_What to work on_: Filter the entries beneath this task, copying only the lines that hold the word "PONMENI".

_Input_:
=-=-=
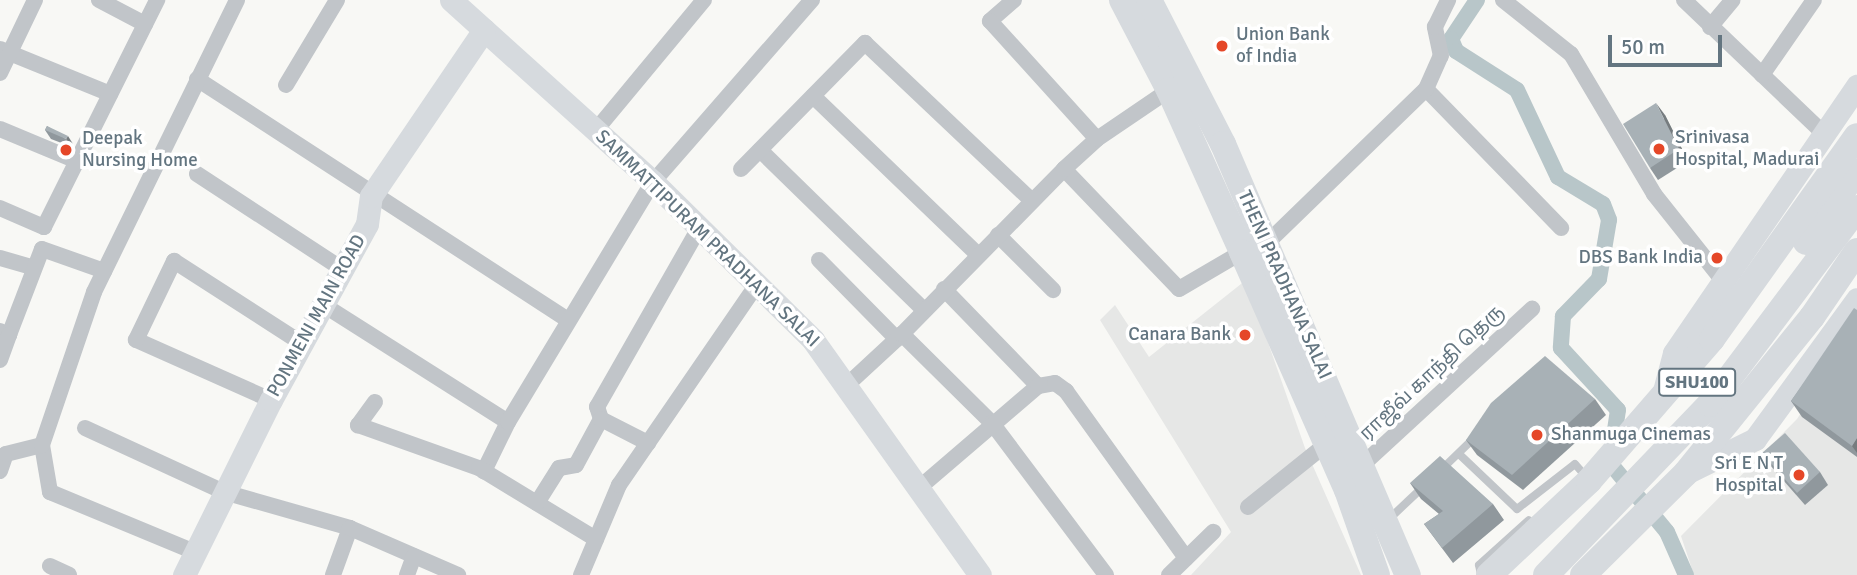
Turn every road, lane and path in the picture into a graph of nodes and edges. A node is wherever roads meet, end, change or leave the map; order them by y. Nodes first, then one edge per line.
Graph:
1 (35, 0) edge
2 (99, 0) edge
3 (157, 0) edge
4 (237, 0) edge
5 (337, 0) edge
6 (452, 0) edge
7 (704, 0) edge
8 (812, 0) edge
9 (1014, 0) edge
10 (1122, 0) edge
11 (1149, 0) edge
12 (1448, 0) edge
13 (1503, 0) edge
14 (1684, 0) edge
15 (1733, 0) edge
16 (1814, 0) edge
17 (145, 24) junction
18 (1710, 27) junction
19 (484, 30) junction
20 (5, 51) edge
21 (0, 73) edge
22 (1762, 75) junction
23 (197, 79) junction
24 (286, 85) dead end
25 (1857, 86) edge
26 (1426, 89) junction
27 (1169, 90) junction
28 (110, 94) junction
29 (813, 96) junction
30 (0, 129) edge
31 (596, 130) junction
32 (1824, 134) junction
33 (1857, 136) edge
34 (1097, 139) junction
35 (760, 150) junction
36 (77, 161) junction
37 (741, 169) dead end
38 (1064, 169) junction
39 (1857, 171) edge
40 (197, 174) dead end
41 (653, 182) junction
42 (372, 196) junction
43 (1032, 201) junction
44 (0, 208) edge
45 (1857, 208) edge
46 (699, 228) junction
47 (1561, 229) dead end
48 (998, 235) junction
49 (1254, 248) junction
50 (1857, 251) edge
51 (978, 255) junction
52 (0, 257) edge
53 (819, 260) dead end
54 (34, 268) junction
55 (342, 270) junction
56 (104, 271) junction
57 (1724, 282) junction
58 (757, 284) junction
59 (944, 289) junction
60 (1053, 290) dead end
61 (1857, 299) edge
62 (322, 304) junction
63 (923, 309) junction
64 (1532, 309) dead end
65 (567, 319) junction
66 (4, 333) edge
67 (900, 337) junction
68 (301, 343) junction
69 (0, 360) edge
70 (846, 384) junction
71 (1038, 386) junction
72 (1663, 395) junction
73 (271, 400) junction
74 (375, 402) dead end
75 (601, 419) junction
76 (509, 422) junction
77 (992, 423) junction
78 (1486, 426) edge
79 (85, 428) dead end
80 (648, 443) junction
81 (42, 445) junction
82 (1325, 445) junction
83 (1459, 454) junction
84 (1360, 467) junction
85 (0, 471) edge
86 (484, 471) junction
87 (1589, 481) junction
88 (1678, 481) junction
89 (919, 488) junction
90 (224, 492) junction
91 (537, 503) junction
92 (1248, 507) dead end
93 (1536, 513) dead end
94 (1384, 523) junction
95 (350, 528) junction
96 (1213, 532) dead end
97 (596, 539) junction
98 (195, 552) junction
99 (414, 556) junction
100 (1186, 558) junction
101 (50, 566) dead end
102 (69, 575) edge
103 (184, 575) edge
104 (332, 575) edge
105 (407, 575) edge
106 (458, 575) edge
107 (581, 575) edge
108 (980, 575) edge
109 (1106, 575) edge
110 (1169, 575) edge
111 (1377, 575) edge
112 (1408, 575) edge
113 (1481, 575) edge
114 (1489, 575) edge
115 (1515, 575) edge
116 (1546, 575) edge
117 (1583, 575) edge

1 - 20 street
2 - 17 street
3 - 17 street
4 - 23 street
5 - 24 street
6 - 19 street, SAMMATTIPURAM PRADHANA SALAI
7 - 31 street
8 - 41 street
9 - 34 street
10 - 27 main road, THENI PRADHANA SALAI
11 - 49 main road, THENI PRADHANA SALAI
12 - 26 street
13 - 57 street
14 - 18 street
15 - 18 street
16 - 22 street
17 - 28 street
18 - 22 street
19 - 31 street, SAMMATTIPURAM PRADHANA SALAI
19 - 42 street, PONMENI MAIN ROAD
20 - 21 street
20 - 28 street
22 - 32 street
23 - 42 street
23 - 56 street
25 - 32 street
26 - 47 street
26 - 49 street
27 - 34 street
27 - 49 main road, THENI PRADHANA SALAI
28 - 36 street
29 - 35 street
29 - 43 street
29 - 51 street
30 - 36 street
31 - 41 street, SAMMATTIPURAM PRADHANA SALAI
32 - 57 street
33 - 72 main road
34 - 38 street
35 - 37 street
35 - 63 street
36 - 44 street
38 - 43 street
38 - 49 street
39 - 115 main road, SHU100
40 - 55 street
41 - 46 street, SAMMATTIPURAM PRADHANA SALAI
41 - 65 street
42 - 55 street, PONMENI MAIN ROAD
42 - 65 street
43 - 48 street
45 - 116 main road, SHU100
46 - 58 street, SAMMATTIPURAM PRADHANA SALAI
46 - 75 street
48 - 51 street
48 - 60 street
49 - 82 main road, THENI PRADHANA SALAI
49 - 84 main road, THENI PRADHANA SALAI
50 - 88 main road
51 - 59 street
52 - 54 street
53 - 67 street
54 - 56 street
54 - 66 street
55 - 62 street, PONMENI MAIN ROAD
56 - 81 street
57 - 72 street
58 - 70 street, SAMMATTIPURAM PRADHANA SALAI
58 - 80 street
59 - 63 street
59 - 71 street
61 - 88 street
62 - 68 street, PONMENI MAIN ROAD
62 - 76 street
63 - 67 street
64 - 84 street, ராஜீவ் காந்தி தெரு
65 - 76 street
66 - 69 street
67 - 70 street
67 - 77 street
68 - 73 street, PONMENI MAIN ROAD
68 - 73 street
70 - 89 street, SAMMATTIPURAM PRADHANA SALAI
71 - 77 street
71 - 100 street
72 - 87 main road
73 - 90 street, PONMENI MAIN ROAD
74 - 86 street
75 - 80 street
75 - 91 street
76 - 86 street
77 - 89 street
77 - 109 street
78 - 83 lane
79 - 90 street
80 - 97 street
81 - 85 street
81 - 98 street
82 - 92 street
82 - 111 main road, THENI PRADHANA SALAI
83 - 87 lane
83 - 94 lane
84 - 94 main road, THENI PRADHANA SALAI
86 - 91 street
87 - 114 main road
88 - 117 main road
89 - 108 street, SAMMATTIPURAM PRADHANA SALAI
90 - 95 street
90 - 98 street, PONMENI MAIN ROAD
91 - 97 street
93 - 113 lane
94 - 112 main road, THENI PRADHANA SALAI
95 - 99 street
95 - 104 street
96 - 100 street
97 - 107 street
98 - 103 street, PONMENI MAIN ROAD
99 - 105 street
99 - 106 street
100 - 110 street
101 - 102 street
=-=-=
_Result of this exercise_:
19 - 42 street, PONMENI MAIN ROAD
42 - 55 street, PONMENI MAIN ROAD
55 - 62 street, PONMENI MAIN ROAD
62 - 68 street, PONMENI MAIN ROAD
68 - 73 street, PONMENI MAIN ROAD
73 - 90 street, PONMENI MAIN ROAD
90 - 98 street, PONMENI MAIN ROAD
98 - 103 street, PONMENI MAIN ROAD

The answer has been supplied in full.